Sale el sol y llueve. Hora de hacer la siesta, piensa, mientras se moja, se seca, se moja y se seca. En el parque marino ha creído ver, mientras pasaba antes, unas camas ergonómicas de piedra ideales para echar una cabezada. Reza para que nadie tenga ganas de hacer la siesta con ese tiempo inestable. Sus rezos son oídos. Dos de las camas de piedra están libres y alrededor de ellas una chica rubia y atlética hace ejercicios gimnásticos con un entrenador personal que se parece a Matthew McConaughey. Se tumba y los observa. Han colocado sobre la hierba del parque unos conos de plástico amarillos en fila que les sirven como pauta de sus ejercicios. Los saltan, los saltan con las piernas juntas, hacen flexiones entre ellos, dan volteretas y todo eso le produce sueño a nuestro viajero que opta por tumbarse sobre la funda de su cámara como almohada y echar un sueño detrás de otro. Mientras, llueve. Pero esa fina lluvia no impide que uno siga durmiendo plácidamente y los atletas sigan sudando y quemando calorías.

Espera a la puesta de sol. Son cerca de las 18 horas y no debe de faltar mucho tiempo. Contempla como un enorme carguero enfila el canal y a toda marcha se dirige a mar abierto, cómo en sentido contrario entran lanchas de lujo fuera borda y veleros. Observa el vuelo zigzagueante de pequeñas gaviotas llevadas por el viento. Observa a un equipo de cine amateur que hace alguna toma. Luego vienen rangers del parque sobre sus bicis a cerrar el acceso al muelle. Y empieza a caer esa luz mágica sobre Miami y el viajero a disparar su cámara para captar esos efectos de luz hasta que está se va y reina la oscuridad.

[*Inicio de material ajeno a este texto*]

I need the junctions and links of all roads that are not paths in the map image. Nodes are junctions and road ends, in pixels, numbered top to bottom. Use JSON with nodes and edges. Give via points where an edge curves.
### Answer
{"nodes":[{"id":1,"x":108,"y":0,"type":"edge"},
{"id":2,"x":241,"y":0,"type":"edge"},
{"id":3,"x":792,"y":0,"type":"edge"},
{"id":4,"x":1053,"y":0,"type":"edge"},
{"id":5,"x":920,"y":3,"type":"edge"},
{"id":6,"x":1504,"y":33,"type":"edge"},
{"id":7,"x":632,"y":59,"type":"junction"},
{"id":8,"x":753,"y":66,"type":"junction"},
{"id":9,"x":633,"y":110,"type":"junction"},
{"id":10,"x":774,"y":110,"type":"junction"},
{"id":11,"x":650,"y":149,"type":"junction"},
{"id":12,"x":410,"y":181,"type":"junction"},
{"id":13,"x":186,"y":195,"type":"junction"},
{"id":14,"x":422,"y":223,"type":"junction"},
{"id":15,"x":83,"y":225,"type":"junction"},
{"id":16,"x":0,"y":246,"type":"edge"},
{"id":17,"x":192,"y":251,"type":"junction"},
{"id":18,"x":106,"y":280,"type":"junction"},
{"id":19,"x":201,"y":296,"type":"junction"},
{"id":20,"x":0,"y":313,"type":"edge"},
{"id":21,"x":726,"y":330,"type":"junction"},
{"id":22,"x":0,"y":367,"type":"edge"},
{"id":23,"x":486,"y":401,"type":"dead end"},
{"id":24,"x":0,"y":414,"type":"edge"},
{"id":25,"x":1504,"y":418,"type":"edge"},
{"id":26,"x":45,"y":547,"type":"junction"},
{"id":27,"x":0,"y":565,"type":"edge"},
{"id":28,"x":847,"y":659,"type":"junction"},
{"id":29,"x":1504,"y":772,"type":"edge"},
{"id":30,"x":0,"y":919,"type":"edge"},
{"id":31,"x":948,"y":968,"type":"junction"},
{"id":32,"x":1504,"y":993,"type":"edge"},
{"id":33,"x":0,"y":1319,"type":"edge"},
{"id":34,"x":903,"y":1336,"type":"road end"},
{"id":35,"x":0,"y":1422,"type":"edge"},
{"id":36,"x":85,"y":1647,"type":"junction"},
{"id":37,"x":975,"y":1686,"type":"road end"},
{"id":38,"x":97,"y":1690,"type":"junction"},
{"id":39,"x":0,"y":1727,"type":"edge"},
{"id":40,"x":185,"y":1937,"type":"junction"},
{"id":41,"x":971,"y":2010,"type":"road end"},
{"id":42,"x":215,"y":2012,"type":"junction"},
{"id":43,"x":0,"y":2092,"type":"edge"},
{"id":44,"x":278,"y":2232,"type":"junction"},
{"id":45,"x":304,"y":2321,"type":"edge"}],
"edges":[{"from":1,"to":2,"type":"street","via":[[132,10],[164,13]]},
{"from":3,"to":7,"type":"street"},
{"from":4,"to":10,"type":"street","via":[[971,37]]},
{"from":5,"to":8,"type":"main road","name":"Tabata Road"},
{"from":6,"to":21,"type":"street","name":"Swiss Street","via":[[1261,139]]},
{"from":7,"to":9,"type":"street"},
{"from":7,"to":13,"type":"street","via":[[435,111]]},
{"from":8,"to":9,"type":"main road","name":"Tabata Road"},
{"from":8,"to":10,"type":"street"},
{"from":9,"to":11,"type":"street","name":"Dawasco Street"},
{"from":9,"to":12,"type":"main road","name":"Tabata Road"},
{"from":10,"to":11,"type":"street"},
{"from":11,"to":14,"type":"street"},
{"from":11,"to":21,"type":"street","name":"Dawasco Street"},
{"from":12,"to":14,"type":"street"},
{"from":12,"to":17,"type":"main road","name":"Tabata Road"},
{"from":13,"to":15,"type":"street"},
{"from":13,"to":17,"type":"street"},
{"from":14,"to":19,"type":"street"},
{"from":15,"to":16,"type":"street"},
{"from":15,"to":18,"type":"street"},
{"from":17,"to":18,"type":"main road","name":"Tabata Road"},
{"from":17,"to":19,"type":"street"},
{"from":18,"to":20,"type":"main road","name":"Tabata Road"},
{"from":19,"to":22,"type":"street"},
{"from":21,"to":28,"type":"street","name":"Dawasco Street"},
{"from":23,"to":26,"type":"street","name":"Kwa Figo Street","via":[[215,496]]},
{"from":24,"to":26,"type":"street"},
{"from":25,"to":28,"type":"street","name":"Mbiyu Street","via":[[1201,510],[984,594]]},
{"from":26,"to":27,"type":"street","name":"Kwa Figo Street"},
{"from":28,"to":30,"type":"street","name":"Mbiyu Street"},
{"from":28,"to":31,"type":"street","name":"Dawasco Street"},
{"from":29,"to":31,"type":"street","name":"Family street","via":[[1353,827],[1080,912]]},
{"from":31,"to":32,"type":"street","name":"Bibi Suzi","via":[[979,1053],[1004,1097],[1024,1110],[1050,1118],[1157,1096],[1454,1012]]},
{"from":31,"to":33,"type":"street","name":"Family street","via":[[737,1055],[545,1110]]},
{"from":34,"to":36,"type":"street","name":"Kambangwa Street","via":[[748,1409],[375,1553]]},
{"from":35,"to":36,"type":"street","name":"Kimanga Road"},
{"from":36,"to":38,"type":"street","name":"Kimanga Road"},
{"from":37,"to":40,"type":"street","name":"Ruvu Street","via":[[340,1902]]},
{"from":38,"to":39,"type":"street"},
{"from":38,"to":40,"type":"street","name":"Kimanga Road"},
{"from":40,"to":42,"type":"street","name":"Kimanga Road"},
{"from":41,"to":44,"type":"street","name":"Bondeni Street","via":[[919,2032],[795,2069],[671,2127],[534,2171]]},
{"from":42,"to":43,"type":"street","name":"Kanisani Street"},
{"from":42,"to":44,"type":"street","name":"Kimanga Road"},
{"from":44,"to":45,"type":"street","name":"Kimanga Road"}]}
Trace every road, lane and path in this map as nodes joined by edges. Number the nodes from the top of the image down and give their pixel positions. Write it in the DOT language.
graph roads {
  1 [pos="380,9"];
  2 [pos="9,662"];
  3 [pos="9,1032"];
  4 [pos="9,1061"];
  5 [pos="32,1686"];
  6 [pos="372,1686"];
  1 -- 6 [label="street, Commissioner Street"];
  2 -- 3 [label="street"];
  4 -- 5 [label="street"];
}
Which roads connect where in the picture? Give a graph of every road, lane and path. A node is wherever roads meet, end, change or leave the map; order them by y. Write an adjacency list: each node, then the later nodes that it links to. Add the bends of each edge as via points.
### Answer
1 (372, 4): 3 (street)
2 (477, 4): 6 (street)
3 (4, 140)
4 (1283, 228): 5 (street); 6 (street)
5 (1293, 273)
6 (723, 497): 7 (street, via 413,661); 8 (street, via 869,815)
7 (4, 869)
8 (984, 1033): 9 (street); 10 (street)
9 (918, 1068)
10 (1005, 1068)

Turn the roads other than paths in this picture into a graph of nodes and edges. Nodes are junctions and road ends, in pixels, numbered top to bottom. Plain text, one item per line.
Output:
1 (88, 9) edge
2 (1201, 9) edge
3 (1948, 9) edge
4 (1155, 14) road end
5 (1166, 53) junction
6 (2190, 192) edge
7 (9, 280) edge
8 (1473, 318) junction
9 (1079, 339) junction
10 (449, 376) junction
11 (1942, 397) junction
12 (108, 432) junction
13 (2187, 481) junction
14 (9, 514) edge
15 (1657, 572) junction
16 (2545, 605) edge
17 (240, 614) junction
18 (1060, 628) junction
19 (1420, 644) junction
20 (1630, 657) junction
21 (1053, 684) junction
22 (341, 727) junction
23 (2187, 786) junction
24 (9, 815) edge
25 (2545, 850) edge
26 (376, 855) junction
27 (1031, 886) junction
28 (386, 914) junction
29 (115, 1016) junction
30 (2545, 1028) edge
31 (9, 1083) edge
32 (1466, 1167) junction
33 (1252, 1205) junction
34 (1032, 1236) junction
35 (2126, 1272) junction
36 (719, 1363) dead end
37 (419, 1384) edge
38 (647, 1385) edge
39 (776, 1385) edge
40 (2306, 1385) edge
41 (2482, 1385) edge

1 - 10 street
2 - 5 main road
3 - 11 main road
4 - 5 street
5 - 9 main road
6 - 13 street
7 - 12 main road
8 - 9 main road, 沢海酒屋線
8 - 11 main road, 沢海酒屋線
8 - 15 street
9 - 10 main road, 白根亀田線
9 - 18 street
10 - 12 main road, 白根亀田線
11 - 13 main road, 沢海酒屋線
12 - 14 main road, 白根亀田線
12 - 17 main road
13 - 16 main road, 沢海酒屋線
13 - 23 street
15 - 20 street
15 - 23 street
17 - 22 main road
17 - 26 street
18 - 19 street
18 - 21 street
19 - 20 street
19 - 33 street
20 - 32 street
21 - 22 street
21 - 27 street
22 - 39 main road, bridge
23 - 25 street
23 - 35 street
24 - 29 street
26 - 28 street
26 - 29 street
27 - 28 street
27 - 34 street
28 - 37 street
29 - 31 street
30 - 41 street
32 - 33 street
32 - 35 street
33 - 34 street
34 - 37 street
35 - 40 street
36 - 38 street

Emprende a ciegas, la iluminación pública es prácticamente inexistente en Miami Beach, el camino de regreso al hotel. Se detiene un instante a captar de nuevo las luces de neón de Ocean Drive y cuando está a una calle de su hotel una rubia atlética y hermosa le coge del brazo, se enrolla con él, le enseña su moto aparcada y con gestos le dice que monte con ella. Se excusa diciendo que no entiende ni papa y la muchacha marcha. No sabe el viajero si a causa de su escaso dominio del inglés se acaba de perder una sesión de sexo memorable o se ha ahorrado de pagar una factura también memorable a una scort de lujo. Claro que también podría tratarse de una trampa para llevarlo a un apartamento insonorizado y descuartizado en la bañera con una motosierra. EL cine y su deformación profesional.